++++ AVAILABLE DATA ++++
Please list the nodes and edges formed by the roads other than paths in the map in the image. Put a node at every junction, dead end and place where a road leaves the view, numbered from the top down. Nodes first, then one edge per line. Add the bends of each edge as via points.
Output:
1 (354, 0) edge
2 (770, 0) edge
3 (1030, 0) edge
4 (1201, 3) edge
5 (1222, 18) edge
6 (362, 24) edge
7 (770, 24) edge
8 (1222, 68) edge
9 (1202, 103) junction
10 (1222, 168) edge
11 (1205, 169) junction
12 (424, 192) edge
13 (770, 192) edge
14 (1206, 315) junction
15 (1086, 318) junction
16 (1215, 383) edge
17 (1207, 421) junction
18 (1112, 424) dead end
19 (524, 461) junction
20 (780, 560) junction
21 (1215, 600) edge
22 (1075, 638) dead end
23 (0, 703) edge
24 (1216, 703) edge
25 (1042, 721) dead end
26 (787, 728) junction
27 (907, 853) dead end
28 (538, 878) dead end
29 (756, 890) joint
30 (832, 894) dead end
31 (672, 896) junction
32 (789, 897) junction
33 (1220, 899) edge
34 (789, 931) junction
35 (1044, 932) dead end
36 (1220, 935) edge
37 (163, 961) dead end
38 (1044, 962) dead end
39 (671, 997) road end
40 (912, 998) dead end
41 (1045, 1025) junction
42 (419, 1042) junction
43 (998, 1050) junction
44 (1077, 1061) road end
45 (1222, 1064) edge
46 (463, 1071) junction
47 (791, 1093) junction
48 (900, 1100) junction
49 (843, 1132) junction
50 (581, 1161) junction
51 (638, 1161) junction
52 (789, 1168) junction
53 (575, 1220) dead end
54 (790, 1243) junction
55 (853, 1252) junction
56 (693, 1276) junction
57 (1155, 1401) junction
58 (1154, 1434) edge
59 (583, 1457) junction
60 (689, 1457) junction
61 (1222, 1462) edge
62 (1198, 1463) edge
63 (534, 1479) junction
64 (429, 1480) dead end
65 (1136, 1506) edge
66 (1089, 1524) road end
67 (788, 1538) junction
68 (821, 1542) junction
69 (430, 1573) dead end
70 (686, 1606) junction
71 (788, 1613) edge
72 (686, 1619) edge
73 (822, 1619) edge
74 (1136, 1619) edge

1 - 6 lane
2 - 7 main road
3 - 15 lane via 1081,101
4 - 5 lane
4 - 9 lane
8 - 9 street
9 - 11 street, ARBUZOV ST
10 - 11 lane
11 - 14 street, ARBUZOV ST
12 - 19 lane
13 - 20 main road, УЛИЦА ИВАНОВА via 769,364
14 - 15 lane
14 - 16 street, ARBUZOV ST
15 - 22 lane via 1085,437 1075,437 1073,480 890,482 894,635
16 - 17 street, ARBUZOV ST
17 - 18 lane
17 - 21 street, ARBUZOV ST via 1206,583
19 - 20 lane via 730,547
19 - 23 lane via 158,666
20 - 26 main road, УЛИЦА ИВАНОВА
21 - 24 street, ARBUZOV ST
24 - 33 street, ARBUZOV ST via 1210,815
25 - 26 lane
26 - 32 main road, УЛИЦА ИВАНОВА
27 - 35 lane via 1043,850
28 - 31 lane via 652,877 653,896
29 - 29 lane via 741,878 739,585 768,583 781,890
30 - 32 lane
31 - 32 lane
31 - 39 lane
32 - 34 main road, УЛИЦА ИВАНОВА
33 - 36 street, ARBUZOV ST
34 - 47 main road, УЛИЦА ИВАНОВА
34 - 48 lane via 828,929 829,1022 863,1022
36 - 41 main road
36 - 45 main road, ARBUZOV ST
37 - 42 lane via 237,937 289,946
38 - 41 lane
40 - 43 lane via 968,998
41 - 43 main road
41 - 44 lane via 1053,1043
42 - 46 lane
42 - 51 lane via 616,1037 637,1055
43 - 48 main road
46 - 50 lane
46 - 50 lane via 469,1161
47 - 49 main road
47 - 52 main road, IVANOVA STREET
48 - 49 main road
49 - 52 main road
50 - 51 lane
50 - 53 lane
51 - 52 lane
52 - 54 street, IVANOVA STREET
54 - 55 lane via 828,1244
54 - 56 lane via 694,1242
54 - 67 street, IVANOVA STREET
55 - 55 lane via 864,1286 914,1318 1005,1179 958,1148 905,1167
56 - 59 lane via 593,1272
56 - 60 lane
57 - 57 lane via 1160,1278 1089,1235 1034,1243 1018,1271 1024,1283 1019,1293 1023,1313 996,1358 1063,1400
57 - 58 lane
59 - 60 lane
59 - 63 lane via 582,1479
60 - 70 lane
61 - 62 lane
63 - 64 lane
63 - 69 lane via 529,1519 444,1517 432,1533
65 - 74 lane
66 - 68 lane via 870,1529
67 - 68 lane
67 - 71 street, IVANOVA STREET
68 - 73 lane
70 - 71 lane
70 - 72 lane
++++
PROBLEM TO SOLVE >>
Return everything in the records. Keep each line exactly as written.

FINISHED TASK >>
Please list the nodes and edges formed by the roads other than paths in the map in the image. Put a node at every junction, dead end and place where a road leaves the view, numbered from the top down. Nodes first, then one edge per line. Add the bends of each edge as via points.
Output:
1 (354, 0) edge
2 (770, 0) edge
3 (1030, 0) edge
4 (1201, 3) edge
5 (1222, 18) edge
6 (362, 24) edge
7 (770, 24) edge
8 (1222, 68) edge
9 (1202, 103) junction
10 (1222, 168) edge
11 (1205, 169) junction
12 (424, 192) edge
13 (770, 192) edge
14 (1206, 315) junction
15 (1086, 318) junction
16 (1215, 383) edge
17 (1207, 421) junction
18 (1112, 424) dead end
19 (524, 461) junction
20 (780, 560) junction
21 (1215, 600) edge
22 (1075, 638) dead end
23 (0, 703) edge
24 (1216, 703) edge
25 (1042, 721) dead end
26 (787, 728) junction
27 (907, 853) dead end
28 (538, 878) dead end
29 (756, 890) joint
30 (832, 894) dead end
31 (672, 896) junction
32 (789, 897) junction
33 (1220, 899) edge
34 (789, 931) junction
35 (1044, 932) dead end
36 (1220, 935) edge
37 (163, 961) dead end
38 (1044, 962) dead end
39 (671, 997) road end
40 (912, 998) dead end
41 (1045, 1025) junction
42 (419, 1042) junction
43 (998, 1050) junction
44 (1077, 1061) road end
45 (1222, 1064) edge
46 (463, 1071) junction
47 (791, 1093) junction
48 (900, 1100) junction
49 (843, 1132) junction
50 (581, 1161) junction
51 (638, 1161) junction
52 (789, 1168) junction
53 (575, 1220) dead end
54 (790, 1243) junction
55 (853, 1252) junction
56 (693, 1276) junction
57 (1155, 1401) junction
58 (1154, 1434) edge
59 (583, 1457) junction
60 (689, 1457) junction
61 (1222, 1462) edge
62 (1198, 1463) edge
63 (534, 1479) junction
64 (429, 1480) dead end
65 (1136, 1506) edge
66 (1089, 1524) road end
67 (788, 1538) junction
68 (821, 1542) junction
69 (430, 1573) dead end
70 (686, 1606) junction
71 (788, 1613) edge
72 (686, 1619) edge
73 (822, 1619) edge
74 (1136, 1619) edge

1 - 6 lane
2 - 7 main road
3 - 15 lane via 1081,101
4 - 5 lane
4 - 9 lane
8 - 9 street
9 - 11 street, ARBUZOV ST
10 - 11 lane
11 - 14 street, ARBUZOV ST
12 - 19 lane
13 - 20 main road, УЛИЦА ИВАНОВА via 769,364
14 - 15 lane
14 - 16 street, ARBUZOV ST
15 - 22 lane via 1085,437 1075,437 1073,480 890,482 894,635
16 - 17 street, ARBUZOV ST
17 - 18 lane
17 - 21 street, ARBUZOV ST via 1206,583
19 - 20 lane via 730,547
19 - 23 lane via 158,666
20 - 26 main road, УЛИЦА ИВАНОВА
21 - 24 street, ARBUZOV ST
24 - 33 street, ARBUZOV ST via 1210,815
25 - 26 lane
26 - 32 main road, УЛИЦА ИВАНОВА
27 - 35 lane via 1043,850
28 - 31 lane via 652,877 653,896
29 - 29 lane via 741,878 739,585 768,583 781,890
30 - 32 lane
31 - 32 lane
31 - 39 lane
32 - 34 main road, УЛИЦА ИВАНОВА
33 - 36 street, ARBUZOV ST
34 - 47 main road, УЛИЦА ИВАНОВА
34 - 48 lane via 828,929 829,1022 863,1022
36 - 41 main road
36 - 45 main road, ARBUZOV ST
37 - 42 lane via 237,937 289,946
38 - 41 lane
40 - 43 lane via 968,998
41 - 43 main road
41 - 44 lane via 1053,1043
42 - 46 lane
42 - 51 lane via 616,1037 637,1055
43 - 48 main road
46 - 50 lane
46 - 50 lane via 469,1161
47 - 49 main road
47 - 52 main road, IVANOVA STREET
48 - 49 main road
49 - 52 main road
50 - 51 lane
50 - 53 lane
51 - 52 lane
52 - 54 street, IVANOVA STREET
54 - 55 lane via 828,1244
54 - 56 lane via 694,1242
54 - 67 street, IVANOVA STREET
55 - 55 lane via 864,1286 914,1318 1005,1179 958,1148 905,1167
56 - 59 lane via 593,1272
56 - 60 lane
57 - 57 lane via 1160,1278 1089,1235 1034,1243 1018,1271 1024,1283 1019,1293 1023,1313 996,1358 1063,1400
57 - 58 lane
59 - 60 lane
59 - 63 lane via 582,1479
60 - 70 lane
61 - 62 lane
63 - 64 lane
63 - 69 lane via 529,1519 444,1517 432,1533
65 - 74 lane
66 - 68 lane via 870,1529
67 - 68 lane
67 - 71 street, IVANOVA STREET
68 - 73 lane
70 - 71 lane
70 - 72 lane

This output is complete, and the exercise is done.